> _WHAT IS NEEDED_: Return the material exactly. Every line must stay as it is.
•••
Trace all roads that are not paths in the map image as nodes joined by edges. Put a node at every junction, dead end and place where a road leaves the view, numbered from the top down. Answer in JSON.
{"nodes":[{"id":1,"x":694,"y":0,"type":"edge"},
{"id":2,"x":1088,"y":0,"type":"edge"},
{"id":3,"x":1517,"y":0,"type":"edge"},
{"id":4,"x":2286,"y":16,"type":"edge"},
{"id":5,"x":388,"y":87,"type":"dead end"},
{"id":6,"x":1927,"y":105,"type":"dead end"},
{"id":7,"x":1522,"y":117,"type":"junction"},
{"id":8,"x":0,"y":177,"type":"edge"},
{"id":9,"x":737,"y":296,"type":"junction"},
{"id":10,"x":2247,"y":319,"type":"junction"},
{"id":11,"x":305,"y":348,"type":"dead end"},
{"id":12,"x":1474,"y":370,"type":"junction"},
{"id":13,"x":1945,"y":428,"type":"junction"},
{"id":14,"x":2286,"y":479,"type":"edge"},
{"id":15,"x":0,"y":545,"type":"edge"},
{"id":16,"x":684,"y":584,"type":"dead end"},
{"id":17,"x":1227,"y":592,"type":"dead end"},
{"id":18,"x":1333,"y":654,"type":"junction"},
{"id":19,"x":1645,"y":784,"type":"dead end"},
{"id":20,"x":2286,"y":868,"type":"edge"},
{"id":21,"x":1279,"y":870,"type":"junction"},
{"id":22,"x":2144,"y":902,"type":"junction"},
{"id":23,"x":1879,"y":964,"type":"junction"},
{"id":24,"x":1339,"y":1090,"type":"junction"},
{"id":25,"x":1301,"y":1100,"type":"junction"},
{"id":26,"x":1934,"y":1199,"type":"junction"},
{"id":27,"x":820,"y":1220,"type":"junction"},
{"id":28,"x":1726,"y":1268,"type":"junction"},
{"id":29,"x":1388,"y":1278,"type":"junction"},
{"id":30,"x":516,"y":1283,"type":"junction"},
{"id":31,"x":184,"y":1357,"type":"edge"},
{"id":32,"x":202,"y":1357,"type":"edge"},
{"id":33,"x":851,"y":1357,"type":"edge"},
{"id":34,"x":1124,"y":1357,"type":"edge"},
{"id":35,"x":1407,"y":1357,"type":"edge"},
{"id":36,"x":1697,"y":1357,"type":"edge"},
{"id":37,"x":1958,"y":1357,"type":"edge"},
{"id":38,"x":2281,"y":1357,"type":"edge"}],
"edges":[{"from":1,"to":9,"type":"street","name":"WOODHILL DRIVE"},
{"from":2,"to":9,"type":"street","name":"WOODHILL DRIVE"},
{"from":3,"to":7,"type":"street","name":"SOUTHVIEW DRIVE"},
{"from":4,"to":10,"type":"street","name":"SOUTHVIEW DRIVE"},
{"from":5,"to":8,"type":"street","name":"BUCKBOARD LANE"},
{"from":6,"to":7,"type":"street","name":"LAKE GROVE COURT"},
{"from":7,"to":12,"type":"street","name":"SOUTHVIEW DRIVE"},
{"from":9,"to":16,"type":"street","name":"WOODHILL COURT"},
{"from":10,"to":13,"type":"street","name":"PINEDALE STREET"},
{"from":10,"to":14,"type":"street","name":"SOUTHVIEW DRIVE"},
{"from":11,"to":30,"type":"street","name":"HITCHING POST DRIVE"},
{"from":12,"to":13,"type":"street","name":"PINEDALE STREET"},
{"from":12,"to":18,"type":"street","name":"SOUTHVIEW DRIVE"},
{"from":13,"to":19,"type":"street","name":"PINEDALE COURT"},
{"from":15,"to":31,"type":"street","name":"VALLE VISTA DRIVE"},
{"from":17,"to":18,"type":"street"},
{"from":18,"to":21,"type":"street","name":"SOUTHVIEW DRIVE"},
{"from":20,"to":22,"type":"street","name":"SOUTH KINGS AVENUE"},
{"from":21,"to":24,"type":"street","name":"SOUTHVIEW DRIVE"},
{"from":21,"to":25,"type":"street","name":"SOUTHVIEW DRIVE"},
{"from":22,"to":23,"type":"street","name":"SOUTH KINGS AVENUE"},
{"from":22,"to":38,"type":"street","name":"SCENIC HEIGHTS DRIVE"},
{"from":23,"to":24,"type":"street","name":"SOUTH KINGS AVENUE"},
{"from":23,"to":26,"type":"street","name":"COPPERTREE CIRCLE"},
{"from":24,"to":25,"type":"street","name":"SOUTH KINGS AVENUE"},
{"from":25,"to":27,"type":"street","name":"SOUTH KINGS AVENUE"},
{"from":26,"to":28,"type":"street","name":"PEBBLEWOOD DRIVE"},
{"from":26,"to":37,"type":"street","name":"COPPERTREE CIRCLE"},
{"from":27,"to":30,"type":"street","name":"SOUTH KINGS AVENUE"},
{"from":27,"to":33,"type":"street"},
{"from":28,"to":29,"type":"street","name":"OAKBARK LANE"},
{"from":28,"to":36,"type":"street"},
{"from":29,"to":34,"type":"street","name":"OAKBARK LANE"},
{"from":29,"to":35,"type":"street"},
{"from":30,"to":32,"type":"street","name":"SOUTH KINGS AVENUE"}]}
•••
> _TASK OUTPUT_:
Trace all roads that are not paths in the map image as nodes joined by edges. Put a node at every junction, dead end and place where a road leaves the view, numbered from the top down. Answer in JSON.
{"nodes":[{"id":1,"x":694,"y":0,"type":"edge"},
{"id":2,"x":1088,"y":0,"type":"edge"},
{"id":3,"x":1517,"y":0,"type":"edge"},
{"id":4,"x":2286,"y":16,"type":"edge"},
{"id":5,"x":388,"y":87,"type":"dead end"},
{"id":6,"x":1927,"y":105,"type":"dead end"},
{"id":7,"x":1522,"y":117,"type":"junction"},
{"id":8,"x":0,"y":177,"type":"edge"},
{"id":9,"x":737,"y":296,"type":"junction"},
{"id":10,"x":2247,"y":319,"type":"junction"},
{"id":11,"x":305,"y":348,"type":"dead end"},
{"id":12,"x":1474,"y":370,"type":"junction"},
{"id":13,"x":1945,"y":428,"type":"junction"},
{"id":14,"x":2286,"y":479,"type":"edge"},
{"id":15,"x":0,"y":545,"type":"edge"},
{"id":16,"x":684,"y":584,"type":"dead end"},
{"id":17,"x":1227,"y":592,"type":"dead end"},
{"id":18,"x":1333,"y":654,"type":"junction"},
{"id":19,"x":1645,"y":784,"type":"dead end"},
{"id":20,"x":2286,"y":868,"type":"edge"},
{"id":21,"x":1279,"y":870,"type":"junction"},
{"id":22,"x":2144,"y":902,"type":"junction"},
{"id":23,"x":1879,"y":964,"type":"junction"},
{"id":24,"x":1339,"y":1090,"type":"junction"},
{"id":25,"x":1301,"y":1100,"type":"junction"},
{"id":26,"x":1934,"y":1199,"type":"junction"},
{"id":27,"x":820,"y":1220,"type":"junction"},
{"id":28,"x":1726,"y":1268,"type":"junction"},
{"id":29,"x":1388,"y":1278,"type":"junction"},
{"id":30,"x":516,"y":1283,"type":"junction"},
{"id":31,"x":184,"y":1357,"type":"edge"},
{"id":32,"x":202,"y":1357,"type":"edge"},
{"id":33,"x":851,"y":1357,"type":"edge"},
{"id":34,"x":1124,"y":1357,"type":"edge"},
{"id":35,"x":1407,"y":1357,"type":"edge"},
{"id":36,"x":1697,"y":1357,"type":"edge"},
{"id":37,"x":1958,"y":1357,"type":"edge"},
{"id":38,"x":2281,"y":1357,"type":"edge"}],
"edges":[{"from":1,"to":9,"type":"street","name":"WOODHILL DRIVE"},
{"from":2,"to":9,"type":"street","name":"WOODHILL DRIVE"},
{"from":3,"to":7,"type":"street","name":"SOUTHVIEW DRIVE"},
{"from":4,"to":10,"type":"street","name":"SOUTHVIEW DRIVE"},
{"from":5,"to":8,"type":"street","name":"BUCKBOARD LANE"},
{"from":6,"to":7,"type":"street","name":"LAKE GROVE COURT"},
{"from":7,"to":12,"type":"street","name":"SOUTHVIEW DRIVE"},
{"from":9,"to":16,"type":"street","name":"WOODHILL COURT"},
{"from":10,"to":13,"type":"street","name":"PINEDALE STREET"},
{"from":10,"to":14,"type":"street","name":"SOUTHVIEW DRIVE"},
{"from":11,"to":30,"type":"street","name":"HITCHING POST DRIVE"},
{"from":12,"to":13,"type":"street","name":"PINEDALE STREET"},
{"from":12,"to":18,"type":"street","name":"SOUTHVIEW DRIVE"},
{"from":13,"to":19,"type":"street","name":"PINEDALE COURT"},
{"from":15,"to":31,"type":"street","name":"VALLE VISTA DRIVE"},
{"from":17,"to":18,"type":"street"},
{"from":18,"to":21,"type":"street","name":"SOUTHVIEW DRIVE"},
{"from":20,"to":22,"type":"street","name":"SOUTH KINGS AVENUE"},
{"from":21,"to":24,"type":"street","name":"SOUTHVIEW DRIVE"},
{"from":21,"to":25,"type":"street","name":"SOUTHVIEW DRIVE"},
{"from":22,"to":23,"type":"street","name":"SOUTH KINGS AVENUE"},
{"from":22,"to":38,"type":"street","name":"SCENIC HEIGHTS DRIVE"},
{"from":23,"to":24,"type":"street","name":"SOUTH KINGS AVENUE"},
{"from":23,"to":26,"type":"street","name":"COPPERTREE CIRCLE"},
{"from":24,"to":25,"type":"street","name":"SOUTH KINGS AVENUE"},
{"from":25,"to":27,"type":"street","name":"SOUTH KINGS AVENUE"},
{"from":26,"to":28,"type":"street","name":"PEBBLEWOOD DRIVE"},
{"from":26,"to":37,"type":"street","name":"COPPERTREE CIRCLE"},
{"from":27,"to":30,"type":"street","name":"SOUTH KINGS AVENUE"},
{"from":27,"to":33,"type":"street"},
{"from":28,"to":29,"type":"street","name":"OAKBARK LANE"},
{"from":28,"to":36,"type":"street"},
{"from":29,"to":34,"type":"street","name":"OAKBARK LANE"},
{"from":29,"to":35,"type":"street"},
{"from":30,"to":32,"type":"street","name":"SOUTH KINGS AVENUE"}]}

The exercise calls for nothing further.